June 29: Garmillas warships model kit set 2
With this set, Bandai delivered three mecha that had previously been available only as limited-edition garage kits: the Gaiderol-class Astro Battleship and a pair of Kripitera-class Astro Destroyers. At 1/1000 scale, the Gaiderol stretches 13.77″ (longer than the 1/1000 Yamato) and the Kripiteras clock in at 6.3″. Also included is a “mecha collection size” Saruba tank as a bonus kit that fits in the palm of your hand.
See a photo gallery of finished kits here.
See extensive photos of the packaging here.

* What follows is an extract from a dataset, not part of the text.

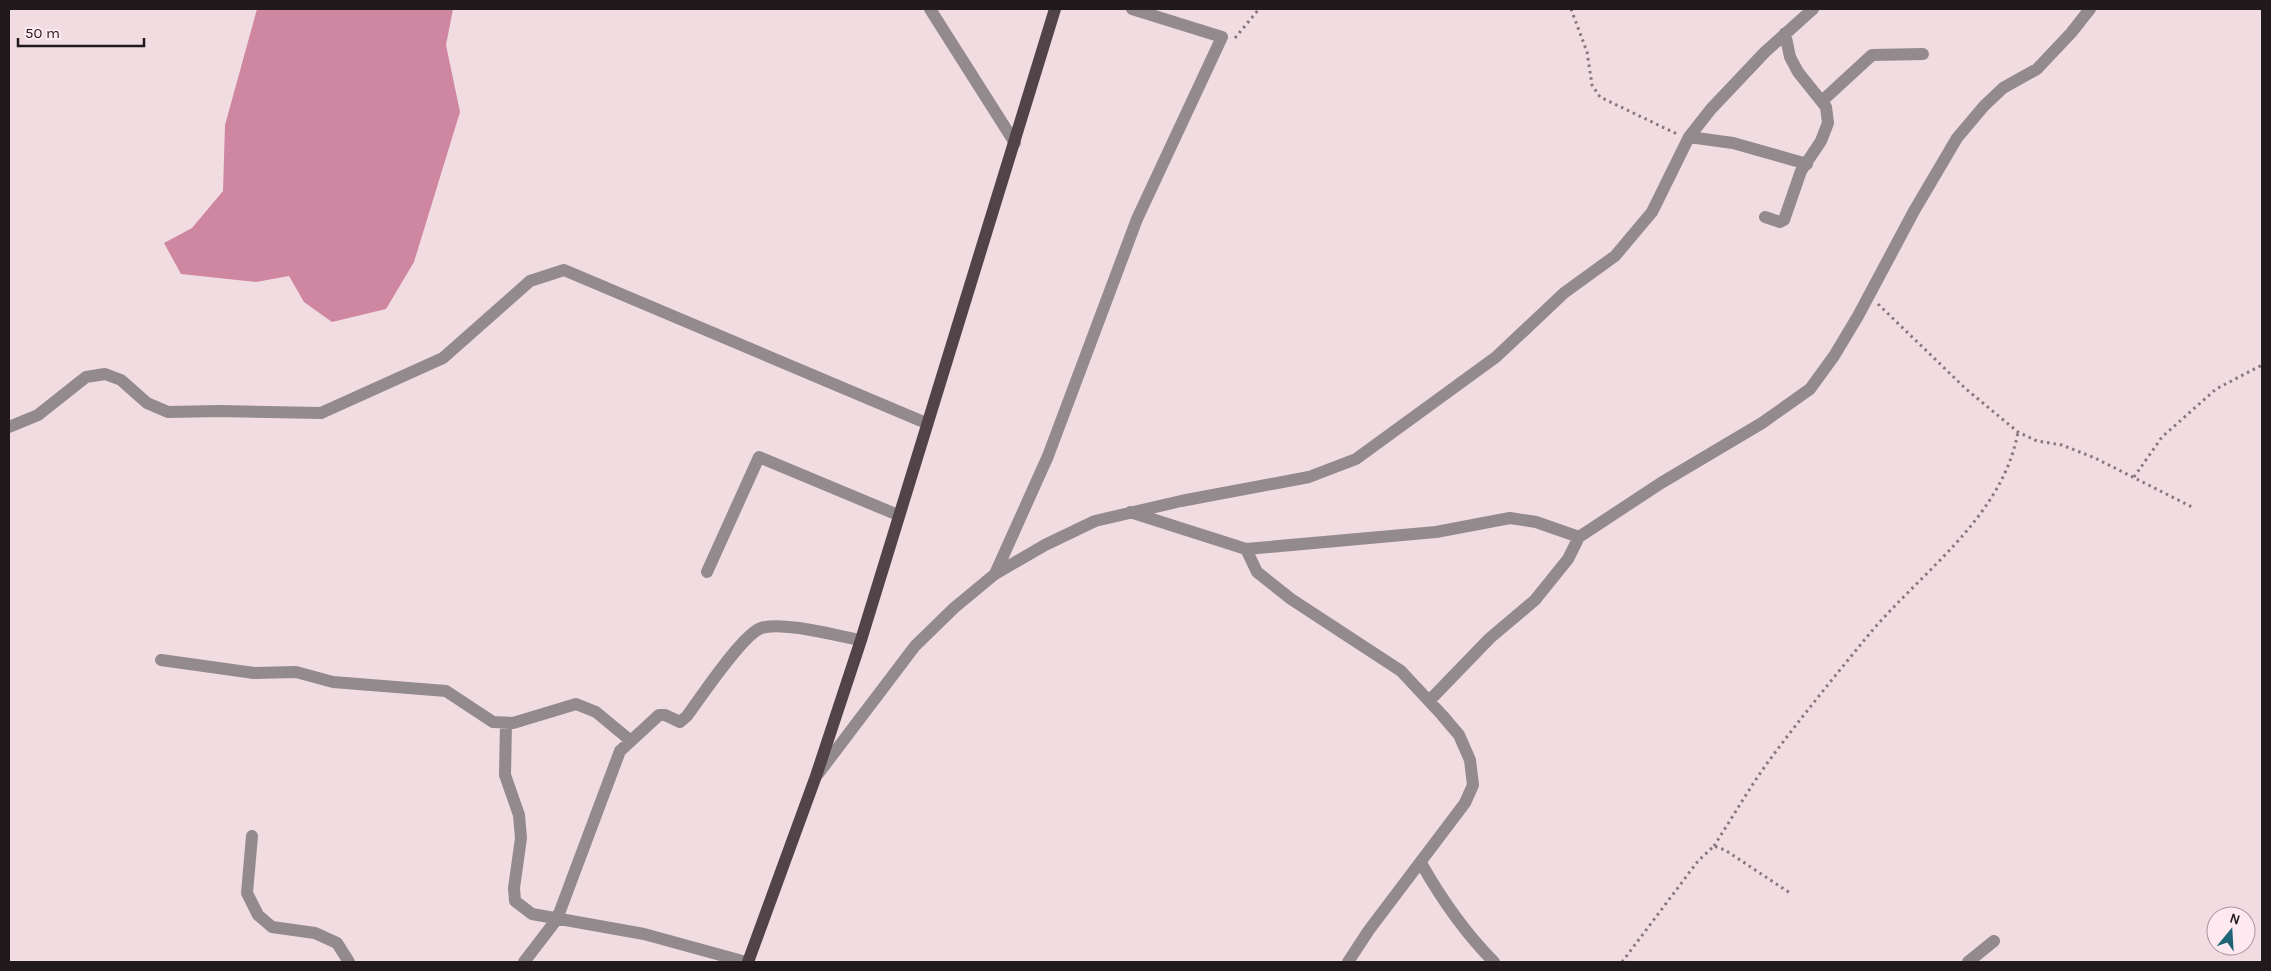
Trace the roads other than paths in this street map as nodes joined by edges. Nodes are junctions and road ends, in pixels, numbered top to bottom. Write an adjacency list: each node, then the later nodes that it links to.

June 29: Comic Blade manga announcement
Comic Blade is a monthly magazine from Mag Garden, a company name that should be familiar to you by now; it’s the publishing branch of Production IG, the nerve center of 2199 anime. They added a new dimension to Yamato history when they announced that the 9th issue of Comic Blade (scheduled for July 30) would debut a 2199 spinoff manga titled Hi me no Ace, which translates to Ace of Red Eyes, or Red-Eyed Ace.

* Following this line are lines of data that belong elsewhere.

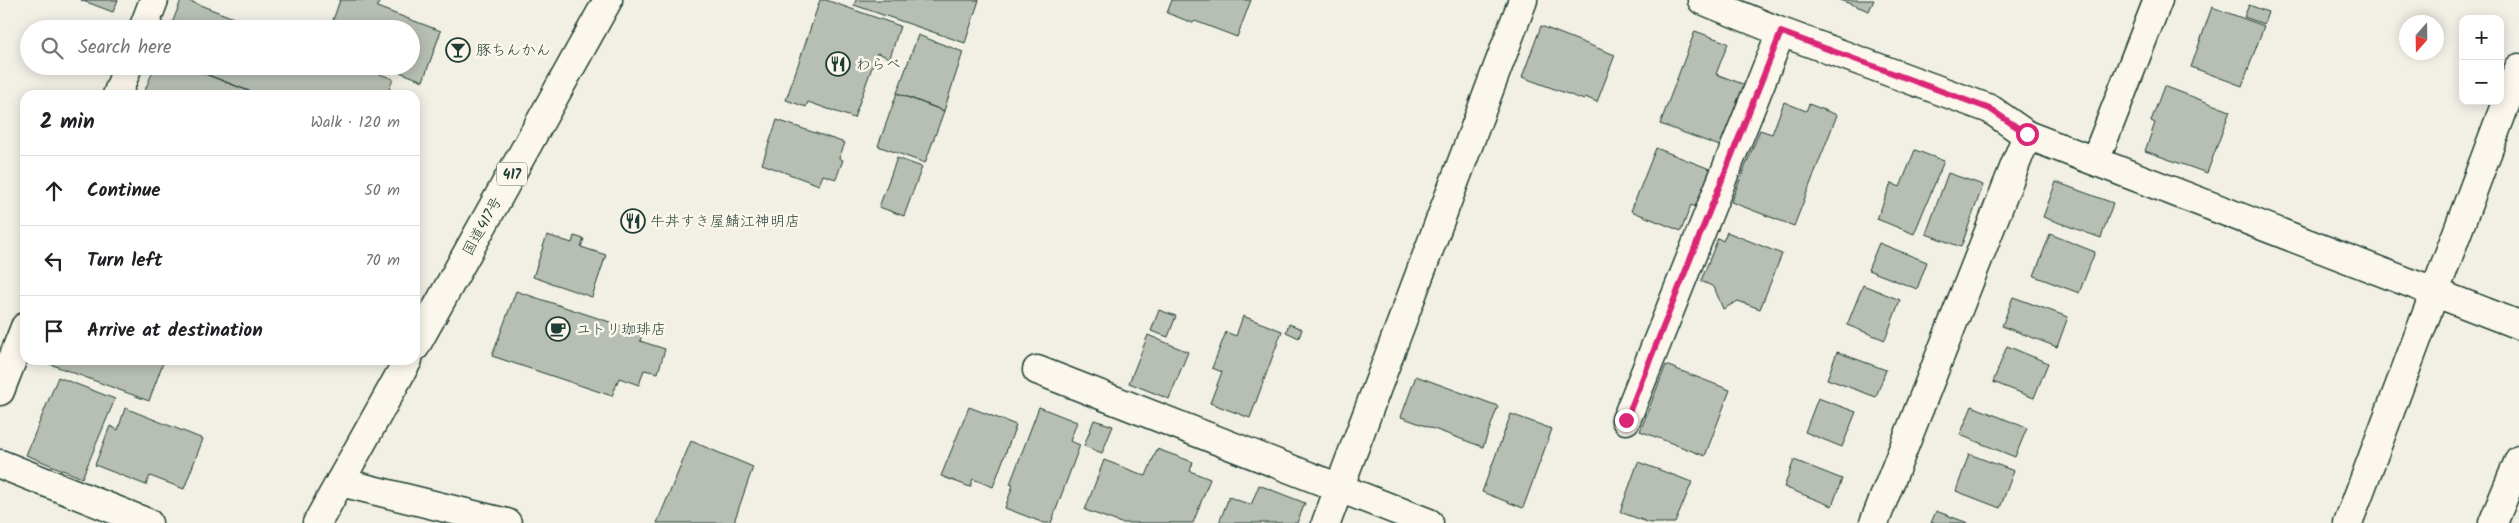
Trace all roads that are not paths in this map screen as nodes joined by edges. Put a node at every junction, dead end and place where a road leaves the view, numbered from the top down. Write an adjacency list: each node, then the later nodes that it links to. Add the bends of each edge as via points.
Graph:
1 (154, 0): 6 (main road)
2 (608, 0): 15 (main road, 国道417号 / 417)
3 (1523, 0): 24 (main road)
4 (1702, 0): 7 (main road)
5 (2158, 0): 12 (main road)
6 (146, 20)
7 (1781, 32): 11 (main road, via 1990,109); 20 (main road)
8 (2519, 68): 13 (main road)
9 (125, 75): 10 (main road)
10 (119, 90)
11 (2027, 134): 12 (main road); 30 (main road)
12 (2095, 161): 13 (main road)
13 (2436, 294): 14 (main road); 31 (main road)
14 (2519, 325)
15 (420, 338)
16 (20, 340): 19 (main road)
17 (405, 365): 23 (main road)
18 (1037, 370): 24 (main road)
19 (0, 391)
20 (1626, 420)
21 (2519, 460): 32 (main road)
22 (0, 464): 25 (main road)
23 (340, 482): 26 (main road); 27 (main road)
24 (1339, 488): 28 (main road); 29 (main road)
25 (148, 523)
26 (317, 523)
27 (507, 523)
28 (1326, 523)
29 (1429, 523)
30 (1874, 523)
31 (2348, 523)
32 (2493, 523)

The series will focus on Akira Yamamoto as its main character, and will be the first professional Yamato manga drawn by a woman, Mayumi Azuma. Visit her website here.
June 29: Yamato science!
Professor Toshihiro Handa of Kagoshima University, who serves as the anime’s advisor on astrophysics, held a free lecture titled The Physics and Astronomy of Yamato 2199 at the Kagoshima Prefectural Center for a first-come-first-seated audience of 60. There is as yet no published record of the event, but it’s a safe bet that everyone came out smarter.
June 29: TV Episode 13
The Nico Nico simulcast for the halfway-point episode was another unusual one. Cohost Sayako Toujo (cosplaying Yuria Misaki) is always a giggly handful, but she had evidently poured some extra sugar on her cereal that morning because she took every opportunity to prank host Shiki Aoki (Akira Yamamoto).
The 90-minute show is typically broken into three segments: a half hour of news and reviews, the viewing of the latest episode (which is kept off-screen), and then another half hour with a repeat of the news with extra banter. Toujo crashed the news segment with (among other things) cartoons of the Le Mans super formula racer, before relenting to Aoki’s complaints and showing the real thing.
Lest it be forgotten, Team Le Mans has its own 2199 tie-in webcast that highlights the Yamato racer and related topics on a regular basis. It can be seen here.
One explanation for Toujo’s exhuberance may have been the presence of a third Yamato Girl who stepped in to participate in the last segment. Appearing as Kaoru Niimi was a well-known cosplayer named Rio Nanase, who did her part to expand the banter and nicely distinguished herself during a segment in which the girls act out lines from the show.
Visit Rio Nanase’s blog here.
June 30: Michio Murakawa lecture
The busiest month in 2199 history (so far) finally wrapped up at the Niigata Manga/Anime Museum when manga artist Michio Murakawa delivered a lecture on what it takes to capture the series on paper. This complemented an exhibit of original thumbnails, finished art, and color illustrations by both himself and mecha designer Junichiro Tamamori. Naturally, recording was prohibited so there’s not much else to report on this one except that anyone who couldn’t chase down one of Murakawa’s illustrated cards on the 27th had another chance to get one here.